Ntate Daniel Kgwadi (born 1967) is the vice-chancellor of Vaal University of Technology and is the former vice-chancellor and previous rector of the North-West University in South Africa now

Early life 

Kgwadi was born in Kraaipan, Western Transvaal,  South Africa. He matriculated at Kebalepile High School, Mafikeng. He obtained degrees: a BSc from the University of Bophuthatswana, an MSc in Chemistry from Ball State University, an MPhil from University of the North in South Africa, and a PhD  in Teacher Education from Potchefstroom University for Christian Higher Education in South Africa. He married Mable Kgwadi.

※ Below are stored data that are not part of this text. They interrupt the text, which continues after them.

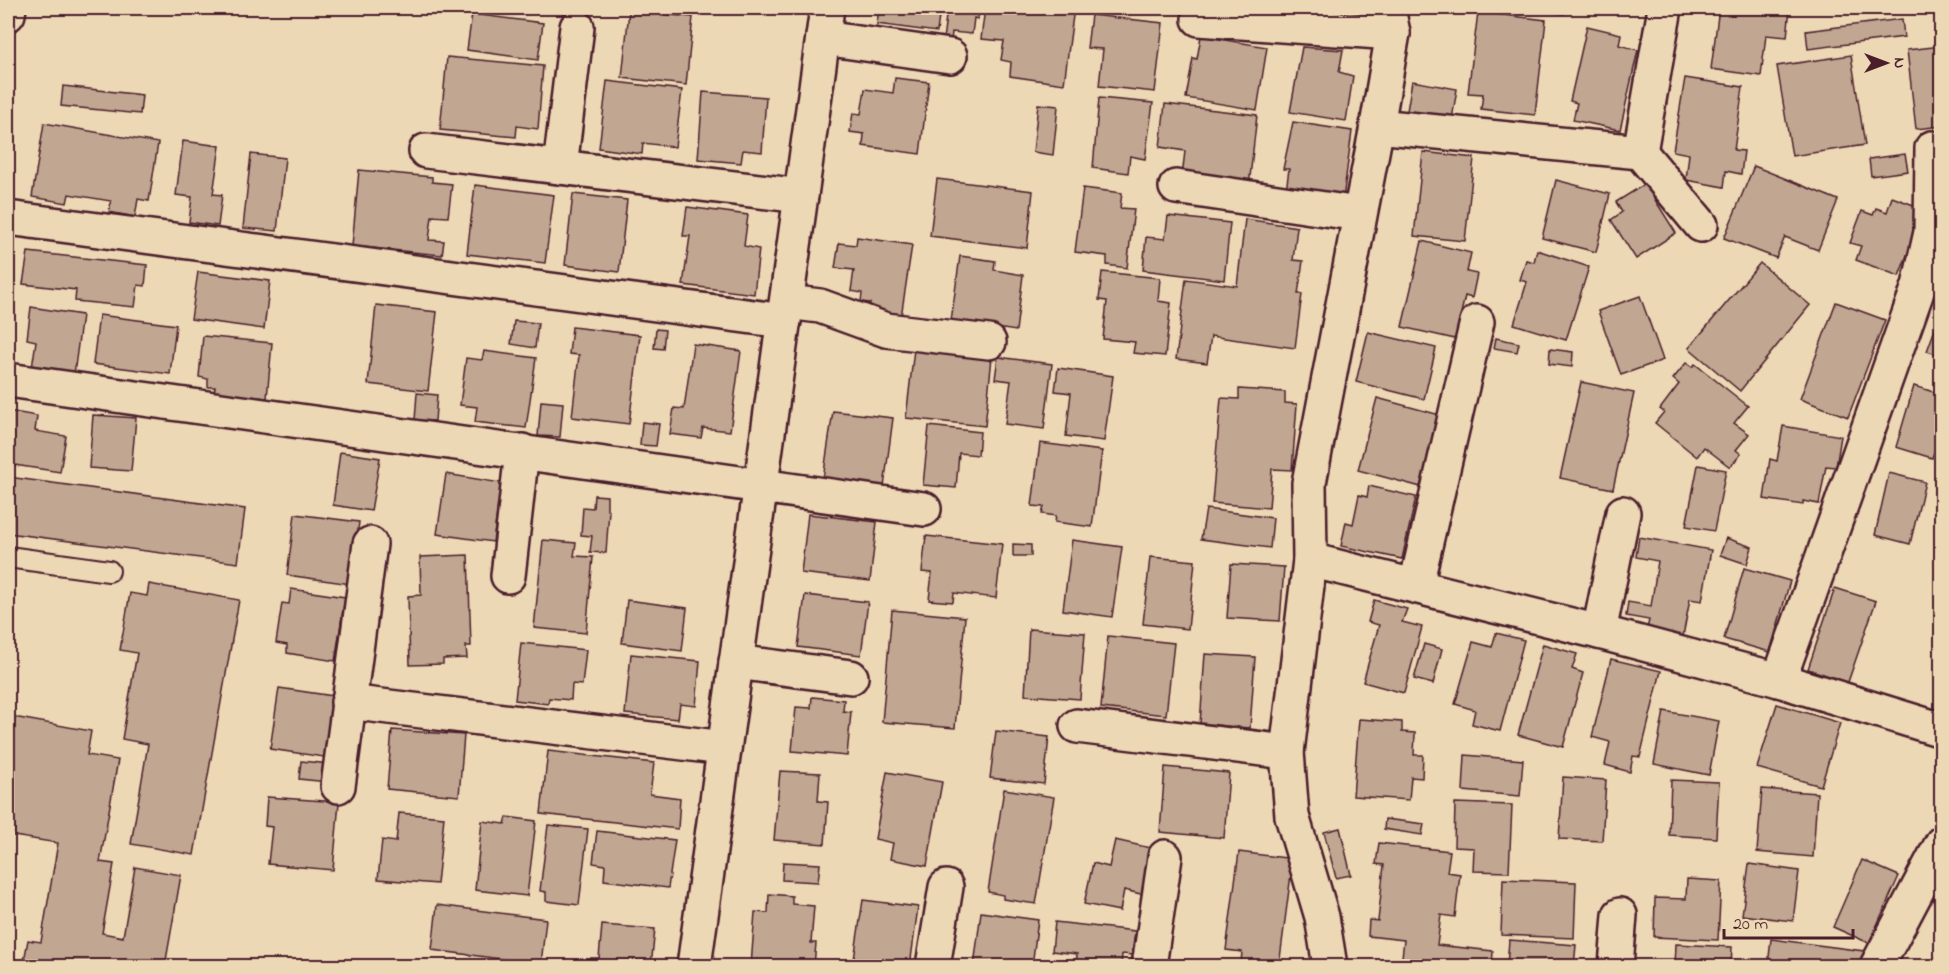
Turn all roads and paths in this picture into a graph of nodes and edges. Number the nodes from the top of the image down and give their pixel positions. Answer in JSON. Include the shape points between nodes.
{"nodes":[{"id":1,"x":9,"y":8,"type":"edge"},
{"id":2,"x":1665,"y":8,"type":"edge"},
{"id":3,"x":8,"y":14,"type":"edge"},
{"id":4,"x":1199,"y":19,"type":"dead end"},
{"id":5,"x":1390,"y":20,"type":"edge"},
{"id":6,"x":825,"y":23,"type":"edge"},
{"id":7,"x":577,"y":27,"type":"dead end"},
{"id":8,"x":950,"y":56,"type":"dead end"},
{"id":9,"x":1377,"y":126,"type":"junction"},
{"id":10,"x":1932,"y":148,"type":"dead end"},
{"id":11,"x":426,"y":151,"type":"dead end"},
{"id":12,"x":1640,"y":152,"type":"junction"},
{"id":13,"x":560,"y":167,"type":"junction"},
{"id":14,"x":1176,"y":187,"type":"dead end"},
{"id":15,"x":801,"y":196,"type":"junction"},
{"id":16,"x":1359,"y":214,"type":"junction"},
{"id":17,"x":8,"y":218,"type":"edge"},
{"id":18,"x":1701,"y":225,"type":"dead end"},
{"id":19,"x":785,"y":311,"type":"junction"},
{"id":20,"x":1477,"y":322,"type":"dead end"},
{"id":21,"x":989,"y":342,"type":"dead end"},
{"id":22,"x":8,"y":380,"type":"edge"},
{"id":23,"x":522,"y":451,"type":"junction"},
{"id":24,"x":760,"y":487,"type":"junction"},
{"id":25,"x":924,"y":509,"type":"dead end"},
{"id":26,"x":1623,"y":513,"type":"dead end"},
{"id":27,"x":370,"y":544,"type":"dead end"},
{"id":28,"x":8,"y":557,"type":"edge"},
{"id":29,"x":1310,"y":560,"type":"junction"},
{"id":30,"x":109,"y":571,"type":"dead end"},
{"id":31,"x":508,"y":576,"type":"dead end"},
{"id":32,"x":1416,"y":585,"type":"junction"},
{"id":33,"x":1599,"y":632,"type":"junction"},
{"id":34,"x":736,"y":662,"type":"junction"},
{"id":35,"x":850,"y":677,"type":"dead end"},
{"id":36,"x":1779,"y":680,"type":"junction"},
{"id":37,"x":348,"y":702,"type":"junction"},
{"id":38,"x":1077,"y":726,"type":"dead end"},
{"id":39,"x":1941,"y":730,"type":"edge"},
{"id":40,"x":724,"y":748,"type":"junction"},
{"id":41,"x":1287,"y":752,"type":"junction"},
{"id":42,"x":338,"y":786,"type":"dead end"},
{"id":43,"x":1941,"y":843,"type":"edge"},
{"id":44,"x":1166,"y":856,"type":"dead end"},
{"id":45,"x":946,"y":887,"type":"dead end"},
{"id":46,"x":1620,"y":915,"type":"dead end"},
{"id":47,"x":694,"y":966,"type":"edge"},
{"id":48,"x":933,"y":966,"type":"edge"},
{"id":49,"x":1149,"y":966,"type":"edge"},
{"id":50,"x":1329,"y":966,"type":"edge"},
{"id":51,"x":1616,"y":966,"type":"edge"},
{"id":52,"x":1877,"y":966,"type":"edge"}],
"edges":[{"from":1,"to":3,"type":"street"},
{"from":2,"to":12,"type":"street"},
{"from":4,"to":5,"type":"street"},
{"from":5,"to":9,"type":"street"},
{"from":6,"to":8,"type":"street"},
{"from":6,"to":15,"type":"street"},
{"from":7,"to":13,"type":"street"},
{"from":9,"to":12,"type":"street"},
{"from":9,"to":16,"type":"street"},
{"from":10,"to":36,"type":"street","via":[[1931,232],[1919,286]]},
{"from":11,"to":13,"type":"street"},
{"from":12,"to":18,"type":"street"},
{"from":13,"to":15,"type":"street"},
{"from":14,"to":16,"type":"street"},
{"from":15,"to":19,"type":"street"},
{"from":16,"to":29,"type":"street","via":[[1309,483]]},
{"from":17,"to":19,"type":"street"},
{"from":19,"to":21,"type":"street","via":[[820,306],[886,330]]},
{"from":19,"to":24,"type":"street"},
{"from":20,"to":32,"type":"street"},
{"from":22,"to":23,"type":"street"},
{"from":23,"to":24,"type":"street"},
{"from":23,"to":31,"type":"street"},
{"from":24,"to":25,"type":"street"},
{"from":24,"to":34,"type":"street"},
{"from":26,"to":33,"type":"street"},
{"from":27,"to":37,"type":"street"},
{"from":28,"to":30,"type":"lane"},
{"from":29,"to":32,"type":"street"},
{"from":29,"to":41,"type":"street"},
{"from":32,"to":33,"type":"street"},
{"from":33,"to":36,"type":"street"},
{"from":34,"to":35,"type":"street"},
{"from":34,"to":40,"type":"street"},
{"from":36,"to":39,"type":"street"},
{"from":37,"to":40,"type":"street"},
{"from":37,"to":42,"type":"street"},
{"from":38,"to":41,"type":"street"},
{"from":40,"to":47,"type":"street"},
{"from":41,"to":50,"type":"street","via":[[1292,816],[1322,917]]},
{"from":43,"to":52,"type":"street"},
{"from":44,"to":49,"type":"street"},
{"from":45,"to":48,"type":"street"},
{"from":46,"to":51,"type":"street"}]}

He taught at Phatsima High School.

Career 
In 2004 with the start of North-West University, he was appointed rector at the Mafikeng campus of the university. He occupied this position until 2014.

Vice–chancellor

In 2014 the then vice-chancellor Theuns Eloff resigned after a video surfaced showing first year students doing a Hitler salute, although an investigation showed no racial intent. Eloff resigned as a sign of goodwill. Kgwadi was appointed as Vice-Chancellor of the university with effect on 1 April 2014. Kgwadi was the first black, non-Afrikaans speaking vice-chancellor. He is based at the head office in Potchefstroom.

When Kgwadi assumed the vice-chancellor's office, Afrikaans was the language spoken by more than 50% of the students. Interpreter programmes (in class) were organized by the university. Students had the option to write exams in English or Afrikaans. Kgwadi's plan was to have no dominant language.

In April 2018 he had a heart attack, but survived it and continued to serve.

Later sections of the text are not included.